The Spitzhof, a new exhibition space at the Lower Belvedere, was opened with the photography exhibition Heidi Harsieber – Insights: Artists with their Partners. This part of the Lower Belvedere once housed the farrier’s forge and adjoins the former stables in the large adjacent courtyard. In Salomon Kleiner’s plans it is labeled “Forge, avec le Logement du Mareshal” and “Schmidten und Schmids-Wohnung” (farrier’s forge and lodgings).
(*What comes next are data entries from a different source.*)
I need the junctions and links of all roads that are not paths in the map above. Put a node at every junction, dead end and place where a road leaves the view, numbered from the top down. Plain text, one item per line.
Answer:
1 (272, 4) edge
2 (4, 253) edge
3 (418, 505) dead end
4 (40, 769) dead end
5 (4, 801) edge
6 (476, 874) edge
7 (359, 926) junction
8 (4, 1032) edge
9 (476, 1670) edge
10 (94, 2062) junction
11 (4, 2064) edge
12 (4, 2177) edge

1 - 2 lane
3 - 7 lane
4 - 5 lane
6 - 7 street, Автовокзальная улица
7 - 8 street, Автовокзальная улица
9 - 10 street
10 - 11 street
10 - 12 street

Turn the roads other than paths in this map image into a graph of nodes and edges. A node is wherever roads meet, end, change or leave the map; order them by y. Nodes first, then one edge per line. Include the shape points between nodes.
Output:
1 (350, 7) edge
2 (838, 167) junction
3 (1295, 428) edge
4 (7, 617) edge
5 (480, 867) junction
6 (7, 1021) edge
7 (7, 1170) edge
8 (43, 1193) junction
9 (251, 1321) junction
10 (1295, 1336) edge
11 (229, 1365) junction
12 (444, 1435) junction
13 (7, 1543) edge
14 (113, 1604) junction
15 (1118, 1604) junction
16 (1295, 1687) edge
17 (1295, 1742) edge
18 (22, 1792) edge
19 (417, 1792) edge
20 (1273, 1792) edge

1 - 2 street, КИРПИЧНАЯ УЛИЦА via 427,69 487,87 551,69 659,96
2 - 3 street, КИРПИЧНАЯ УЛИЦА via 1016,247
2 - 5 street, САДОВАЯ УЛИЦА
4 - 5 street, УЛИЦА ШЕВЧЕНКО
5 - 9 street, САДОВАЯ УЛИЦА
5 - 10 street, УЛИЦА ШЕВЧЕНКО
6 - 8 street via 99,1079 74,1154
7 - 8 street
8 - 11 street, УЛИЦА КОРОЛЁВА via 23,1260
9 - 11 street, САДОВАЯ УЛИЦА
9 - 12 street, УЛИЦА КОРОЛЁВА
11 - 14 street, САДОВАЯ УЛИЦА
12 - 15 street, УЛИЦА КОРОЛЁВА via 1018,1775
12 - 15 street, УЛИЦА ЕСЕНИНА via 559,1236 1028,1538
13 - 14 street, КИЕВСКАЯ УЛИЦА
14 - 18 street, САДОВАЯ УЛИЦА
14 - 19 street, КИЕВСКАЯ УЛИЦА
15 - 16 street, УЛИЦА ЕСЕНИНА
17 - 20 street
In 1752 Maria Theresa purchased the entire Belvedere complex from Prince Eugene’s niece, Princess Victoria. A number of years later, between 1761 and 1765, alterations were made to the Lower Belvedere and its ancillary wings and stables. The aim was to create apartments, which were to be used for various purposes by the Habsburgs in the palace itself and by the imperial guard Arcièren-Leibgarde (founded in 1763) in the ancillary buildings. According to the plans, the Spitzhof’s structure was not altered. Indeed, its continued existence can be explained by the fact that the stables were still in use and so the facility to shoe horses on site was retained.
Many years later, minor alterations were made and the Spitzhof was expanded to its current breadth. In addition, as with other parts of the Lower Belvedere that had not been adapted into apartments, the Spitzhof was used as a storage space.